Affected Area (Map & Photos)

Map of Bretona Area

An industrial rail yard has recently been built in the Bretona Community in the County of Strathcona near Edmonton, Alberta, Canada. The rail yard is right next to two wildlife conservation areas and two homes, Bretona Pond, and Mill Creek; and a very short distance from Colchester Elementary School, many other homes, and a 27-hole golf course.

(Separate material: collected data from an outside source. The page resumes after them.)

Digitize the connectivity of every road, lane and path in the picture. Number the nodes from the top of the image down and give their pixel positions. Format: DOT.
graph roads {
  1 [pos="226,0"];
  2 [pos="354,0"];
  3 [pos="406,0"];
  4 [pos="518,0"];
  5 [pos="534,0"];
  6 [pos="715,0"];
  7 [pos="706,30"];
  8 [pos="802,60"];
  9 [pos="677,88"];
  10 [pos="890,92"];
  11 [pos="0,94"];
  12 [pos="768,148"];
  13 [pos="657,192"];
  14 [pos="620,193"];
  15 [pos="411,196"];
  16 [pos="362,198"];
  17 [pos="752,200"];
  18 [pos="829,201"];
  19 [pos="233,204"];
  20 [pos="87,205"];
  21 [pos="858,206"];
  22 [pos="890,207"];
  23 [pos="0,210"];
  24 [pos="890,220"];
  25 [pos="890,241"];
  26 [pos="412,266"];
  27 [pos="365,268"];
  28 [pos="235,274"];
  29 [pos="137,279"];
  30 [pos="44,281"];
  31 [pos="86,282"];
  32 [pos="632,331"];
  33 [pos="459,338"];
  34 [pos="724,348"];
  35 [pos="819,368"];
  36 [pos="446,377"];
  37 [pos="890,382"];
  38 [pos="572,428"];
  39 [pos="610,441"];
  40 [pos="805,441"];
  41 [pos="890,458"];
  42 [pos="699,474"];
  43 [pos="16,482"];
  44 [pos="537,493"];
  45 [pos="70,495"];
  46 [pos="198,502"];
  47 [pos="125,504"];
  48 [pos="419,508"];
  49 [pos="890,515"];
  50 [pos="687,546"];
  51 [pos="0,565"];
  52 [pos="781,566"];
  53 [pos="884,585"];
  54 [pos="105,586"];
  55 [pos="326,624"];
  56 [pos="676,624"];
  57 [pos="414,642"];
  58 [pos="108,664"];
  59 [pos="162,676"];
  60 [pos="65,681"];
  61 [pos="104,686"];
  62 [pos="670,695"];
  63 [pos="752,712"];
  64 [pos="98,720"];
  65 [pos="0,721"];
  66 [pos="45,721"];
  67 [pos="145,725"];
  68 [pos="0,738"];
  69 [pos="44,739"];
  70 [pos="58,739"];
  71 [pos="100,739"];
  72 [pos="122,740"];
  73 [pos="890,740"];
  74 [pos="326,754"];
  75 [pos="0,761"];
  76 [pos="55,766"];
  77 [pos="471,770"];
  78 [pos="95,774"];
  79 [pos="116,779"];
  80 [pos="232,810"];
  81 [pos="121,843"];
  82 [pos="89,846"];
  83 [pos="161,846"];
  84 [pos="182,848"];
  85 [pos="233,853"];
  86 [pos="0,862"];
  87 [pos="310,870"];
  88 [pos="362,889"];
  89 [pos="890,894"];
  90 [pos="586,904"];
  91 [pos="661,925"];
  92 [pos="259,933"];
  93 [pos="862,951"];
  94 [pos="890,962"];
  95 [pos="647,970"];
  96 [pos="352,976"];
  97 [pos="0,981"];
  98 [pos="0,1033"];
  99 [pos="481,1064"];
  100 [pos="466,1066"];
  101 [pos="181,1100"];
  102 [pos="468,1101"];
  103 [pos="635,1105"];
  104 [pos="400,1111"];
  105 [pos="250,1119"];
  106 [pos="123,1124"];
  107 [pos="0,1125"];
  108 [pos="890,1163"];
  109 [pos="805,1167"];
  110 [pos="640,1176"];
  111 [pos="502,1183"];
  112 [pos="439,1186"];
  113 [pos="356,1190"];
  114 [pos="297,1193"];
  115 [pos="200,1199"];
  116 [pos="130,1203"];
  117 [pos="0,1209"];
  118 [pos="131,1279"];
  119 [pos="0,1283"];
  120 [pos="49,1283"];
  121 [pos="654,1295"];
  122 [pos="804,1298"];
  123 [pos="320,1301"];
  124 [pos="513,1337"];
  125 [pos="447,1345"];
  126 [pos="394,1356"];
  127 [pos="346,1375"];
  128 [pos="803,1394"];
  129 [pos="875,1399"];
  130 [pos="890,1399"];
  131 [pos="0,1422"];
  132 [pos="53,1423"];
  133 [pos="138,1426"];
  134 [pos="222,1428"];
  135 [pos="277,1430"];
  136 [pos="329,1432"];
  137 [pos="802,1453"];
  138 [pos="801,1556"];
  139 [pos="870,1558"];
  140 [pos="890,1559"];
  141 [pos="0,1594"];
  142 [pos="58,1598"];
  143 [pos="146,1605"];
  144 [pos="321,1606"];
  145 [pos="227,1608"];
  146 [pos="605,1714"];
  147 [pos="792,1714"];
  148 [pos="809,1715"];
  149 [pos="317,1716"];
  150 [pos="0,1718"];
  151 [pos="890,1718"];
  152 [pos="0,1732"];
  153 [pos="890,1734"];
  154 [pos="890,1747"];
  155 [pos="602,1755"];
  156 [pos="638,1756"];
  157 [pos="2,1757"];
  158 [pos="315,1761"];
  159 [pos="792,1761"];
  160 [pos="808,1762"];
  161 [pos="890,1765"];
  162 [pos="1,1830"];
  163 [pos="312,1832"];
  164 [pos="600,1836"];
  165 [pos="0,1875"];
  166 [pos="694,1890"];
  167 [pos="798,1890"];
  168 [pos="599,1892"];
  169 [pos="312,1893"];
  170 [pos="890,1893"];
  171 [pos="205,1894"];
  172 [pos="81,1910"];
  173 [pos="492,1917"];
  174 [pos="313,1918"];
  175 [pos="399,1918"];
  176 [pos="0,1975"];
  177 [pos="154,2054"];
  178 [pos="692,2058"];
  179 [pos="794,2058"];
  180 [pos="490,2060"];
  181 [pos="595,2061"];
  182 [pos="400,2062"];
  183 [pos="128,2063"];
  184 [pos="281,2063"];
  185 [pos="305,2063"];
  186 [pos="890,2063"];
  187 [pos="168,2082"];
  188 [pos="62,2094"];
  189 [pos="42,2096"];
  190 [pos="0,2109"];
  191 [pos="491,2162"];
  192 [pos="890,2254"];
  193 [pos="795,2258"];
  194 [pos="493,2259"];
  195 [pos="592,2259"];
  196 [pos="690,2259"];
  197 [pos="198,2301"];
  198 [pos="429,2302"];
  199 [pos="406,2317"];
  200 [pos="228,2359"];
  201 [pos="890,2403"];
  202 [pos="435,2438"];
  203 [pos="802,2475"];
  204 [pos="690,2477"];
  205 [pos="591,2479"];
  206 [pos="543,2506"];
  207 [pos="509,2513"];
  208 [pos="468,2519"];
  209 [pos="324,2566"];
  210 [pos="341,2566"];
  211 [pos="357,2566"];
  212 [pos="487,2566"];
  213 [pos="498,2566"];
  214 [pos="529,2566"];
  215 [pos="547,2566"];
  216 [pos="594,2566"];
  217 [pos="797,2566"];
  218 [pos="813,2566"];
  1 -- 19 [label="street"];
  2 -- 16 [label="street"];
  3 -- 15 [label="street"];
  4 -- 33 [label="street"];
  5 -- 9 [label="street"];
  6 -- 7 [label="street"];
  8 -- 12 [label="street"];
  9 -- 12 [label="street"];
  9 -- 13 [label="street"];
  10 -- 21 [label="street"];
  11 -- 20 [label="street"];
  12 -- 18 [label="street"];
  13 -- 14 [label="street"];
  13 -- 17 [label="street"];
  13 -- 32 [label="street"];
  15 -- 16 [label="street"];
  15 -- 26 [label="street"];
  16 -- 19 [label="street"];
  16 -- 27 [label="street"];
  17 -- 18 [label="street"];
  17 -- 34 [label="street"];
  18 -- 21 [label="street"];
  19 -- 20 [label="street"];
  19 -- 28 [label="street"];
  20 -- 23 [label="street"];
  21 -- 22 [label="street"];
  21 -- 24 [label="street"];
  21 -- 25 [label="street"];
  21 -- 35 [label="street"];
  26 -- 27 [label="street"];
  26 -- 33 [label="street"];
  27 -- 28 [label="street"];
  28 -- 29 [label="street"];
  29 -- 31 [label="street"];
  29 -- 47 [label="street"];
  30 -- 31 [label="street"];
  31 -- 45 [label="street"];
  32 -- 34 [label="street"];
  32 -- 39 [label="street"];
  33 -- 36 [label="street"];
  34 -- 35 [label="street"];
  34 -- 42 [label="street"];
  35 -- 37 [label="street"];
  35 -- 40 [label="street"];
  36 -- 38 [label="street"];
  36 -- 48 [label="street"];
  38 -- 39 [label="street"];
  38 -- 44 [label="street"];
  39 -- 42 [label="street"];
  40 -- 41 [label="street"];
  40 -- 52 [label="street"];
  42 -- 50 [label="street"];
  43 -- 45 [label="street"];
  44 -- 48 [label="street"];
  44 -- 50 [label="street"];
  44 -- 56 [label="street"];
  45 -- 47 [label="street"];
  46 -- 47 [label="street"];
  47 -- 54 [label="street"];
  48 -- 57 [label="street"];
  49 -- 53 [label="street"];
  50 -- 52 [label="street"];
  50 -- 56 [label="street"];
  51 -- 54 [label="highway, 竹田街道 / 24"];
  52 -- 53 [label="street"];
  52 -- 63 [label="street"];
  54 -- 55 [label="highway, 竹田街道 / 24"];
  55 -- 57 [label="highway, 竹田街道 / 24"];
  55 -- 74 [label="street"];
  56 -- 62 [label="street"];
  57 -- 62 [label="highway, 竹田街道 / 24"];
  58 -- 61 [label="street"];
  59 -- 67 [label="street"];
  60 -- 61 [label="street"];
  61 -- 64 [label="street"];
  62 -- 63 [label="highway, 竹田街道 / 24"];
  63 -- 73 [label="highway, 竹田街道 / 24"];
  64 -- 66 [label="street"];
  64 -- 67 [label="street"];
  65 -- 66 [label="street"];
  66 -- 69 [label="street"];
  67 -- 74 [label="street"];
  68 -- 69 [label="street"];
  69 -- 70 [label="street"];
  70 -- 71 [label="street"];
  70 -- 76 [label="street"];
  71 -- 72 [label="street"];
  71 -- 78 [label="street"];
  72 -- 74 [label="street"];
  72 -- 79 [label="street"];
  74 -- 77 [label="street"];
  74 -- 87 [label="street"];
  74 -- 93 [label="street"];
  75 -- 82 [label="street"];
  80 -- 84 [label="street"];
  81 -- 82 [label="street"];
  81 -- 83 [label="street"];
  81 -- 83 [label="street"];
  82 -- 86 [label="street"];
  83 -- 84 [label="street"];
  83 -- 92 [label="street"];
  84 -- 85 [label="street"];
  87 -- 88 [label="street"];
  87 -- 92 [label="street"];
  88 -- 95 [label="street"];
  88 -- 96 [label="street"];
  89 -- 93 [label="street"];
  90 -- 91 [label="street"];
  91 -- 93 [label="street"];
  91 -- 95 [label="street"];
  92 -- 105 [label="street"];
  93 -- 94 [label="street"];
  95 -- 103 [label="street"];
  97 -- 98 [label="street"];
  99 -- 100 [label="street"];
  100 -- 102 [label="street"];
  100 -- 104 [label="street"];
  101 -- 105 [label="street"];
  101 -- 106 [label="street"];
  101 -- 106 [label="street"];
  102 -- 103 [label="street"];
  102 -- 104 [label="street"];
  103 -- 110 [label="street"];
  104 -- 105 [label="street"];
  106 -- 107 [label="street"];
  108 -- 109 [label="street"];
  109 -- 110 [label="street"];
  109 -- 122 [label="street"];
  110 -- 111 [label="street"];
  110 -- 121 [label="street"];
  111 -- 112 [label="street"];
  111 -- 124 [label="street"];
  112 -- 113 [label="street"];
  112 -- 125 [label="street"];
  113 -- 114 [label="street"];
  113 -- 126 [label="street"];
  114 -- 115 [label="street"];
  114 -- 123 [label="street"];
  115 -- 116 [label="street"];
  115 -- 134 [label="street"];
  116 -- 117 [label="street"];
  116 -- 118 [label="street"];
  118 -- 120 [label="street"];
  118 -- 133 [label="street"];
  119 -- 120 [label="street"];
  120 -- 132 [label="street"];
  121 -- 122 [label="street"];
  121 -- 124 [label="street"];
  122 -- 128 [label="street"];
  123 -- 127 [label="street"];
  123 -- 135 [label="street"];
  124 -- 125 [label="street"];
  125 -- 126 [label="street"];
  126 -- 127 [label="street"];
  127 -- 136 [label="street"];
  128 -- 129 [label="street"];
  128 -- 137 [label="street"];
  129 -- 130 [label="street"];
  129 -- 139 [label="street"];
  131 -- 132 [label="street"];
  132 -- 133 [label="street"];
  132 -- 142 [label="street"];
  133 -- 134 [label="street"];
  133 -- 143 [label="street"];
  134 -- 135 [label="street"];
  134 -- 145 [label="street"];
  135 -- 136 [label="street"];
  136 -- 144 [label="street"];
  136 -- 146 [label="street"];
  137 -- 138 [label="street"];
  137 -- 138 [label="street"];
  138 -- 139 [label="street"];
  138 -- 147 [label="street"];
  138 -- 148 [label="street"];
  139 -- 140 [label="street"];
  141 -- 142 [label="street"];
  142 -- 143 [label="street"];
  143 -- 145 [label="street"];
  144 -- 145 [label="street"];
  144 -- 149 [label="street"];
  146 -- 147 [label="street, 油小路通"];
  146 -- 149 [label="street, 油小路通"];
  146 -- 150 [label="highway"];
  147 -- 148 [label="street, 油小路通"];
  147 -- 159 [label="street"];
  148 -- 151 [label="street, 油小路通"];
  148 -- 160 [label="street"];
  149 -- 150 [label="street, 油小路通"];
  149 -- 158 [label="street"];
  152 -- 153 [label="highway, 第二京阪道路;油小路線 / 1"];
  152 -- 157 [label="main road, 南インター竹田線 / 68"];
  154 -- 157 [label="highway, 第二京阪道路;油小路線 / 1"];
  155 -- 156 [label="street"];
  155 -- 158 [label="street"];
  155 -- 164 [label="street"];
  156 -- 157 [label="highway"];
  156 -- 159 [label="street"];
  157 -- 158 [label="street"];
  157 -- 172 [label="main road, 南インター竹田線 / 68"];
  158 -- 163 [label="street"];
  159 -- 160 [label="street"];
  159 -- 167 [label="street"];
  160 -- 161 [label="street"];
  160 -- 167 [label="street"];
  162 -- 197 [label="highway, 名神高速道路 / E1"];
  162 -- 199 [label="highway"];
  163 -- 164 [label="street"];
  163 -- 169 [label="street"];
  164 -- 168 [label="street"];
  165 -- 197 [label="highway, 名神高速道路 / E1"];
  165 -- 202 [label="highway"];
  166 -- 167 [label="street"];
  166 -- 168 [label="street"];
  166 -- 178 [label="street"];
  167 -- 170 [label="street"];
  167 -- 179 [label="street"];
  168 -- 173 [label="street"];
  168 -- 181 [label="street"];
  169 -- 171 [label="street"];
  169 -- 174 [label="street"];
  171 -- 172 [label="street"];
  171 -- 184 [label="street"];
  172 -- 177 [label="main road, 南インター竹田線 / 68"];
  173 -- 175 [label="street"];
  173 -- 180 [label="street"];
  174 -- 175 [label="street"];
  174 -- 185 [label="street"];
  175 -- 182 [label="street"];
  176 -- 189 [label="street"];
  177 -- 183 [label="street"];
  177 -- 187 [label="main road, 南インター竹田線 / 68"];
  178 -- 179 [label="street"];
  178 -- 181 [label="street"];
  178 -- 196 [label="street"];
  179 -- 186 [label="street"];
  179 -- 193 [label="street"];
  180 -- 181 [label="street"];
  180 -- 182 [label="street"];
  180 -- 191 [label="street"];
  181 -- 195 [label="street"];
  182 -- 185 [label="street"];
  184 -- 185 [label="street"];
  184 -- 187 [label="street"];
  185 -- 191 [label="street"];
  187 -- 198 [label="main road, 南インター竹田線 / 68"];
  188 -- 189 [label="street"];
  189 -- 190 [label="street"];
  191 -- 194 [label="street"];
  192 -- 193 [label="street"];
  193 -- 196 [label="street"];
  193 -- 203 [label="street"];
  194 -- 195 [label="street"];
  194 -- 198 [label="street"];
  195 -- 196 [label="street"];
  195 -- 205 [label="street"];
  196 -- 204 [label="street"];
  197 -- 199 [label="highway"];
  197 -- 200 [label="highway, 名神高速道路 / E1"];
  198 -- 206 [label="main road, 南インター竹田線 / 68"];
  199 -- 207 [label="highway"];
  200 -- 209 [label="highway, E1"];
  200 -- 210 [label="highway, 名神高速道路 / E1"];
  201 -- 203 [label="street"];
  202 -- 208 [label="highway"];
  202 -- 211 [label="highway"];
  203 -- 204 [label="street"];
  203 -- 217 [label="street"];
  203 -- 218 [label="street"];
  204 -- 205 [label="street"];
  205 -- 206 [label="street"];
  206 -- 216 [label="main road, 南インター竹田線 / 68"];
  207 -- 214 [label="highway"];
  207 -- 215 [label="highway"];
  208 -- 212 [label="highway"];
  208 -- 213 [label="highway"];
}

Click on the map to get a closer look.


The following photos were taken at the Bretona Pond Buck-for-Wildlife Area, the Bretona ConservAction Area and the Kristensen acreage between 1978 and the present. These photos show visually just how inappropriate it is to build and operate an industrial rail yard in this community. Both protected wildlife conservation areas are negatively impacted by the rail yard. (All photos are copyrighted.)

Click on each photo to get a closer look.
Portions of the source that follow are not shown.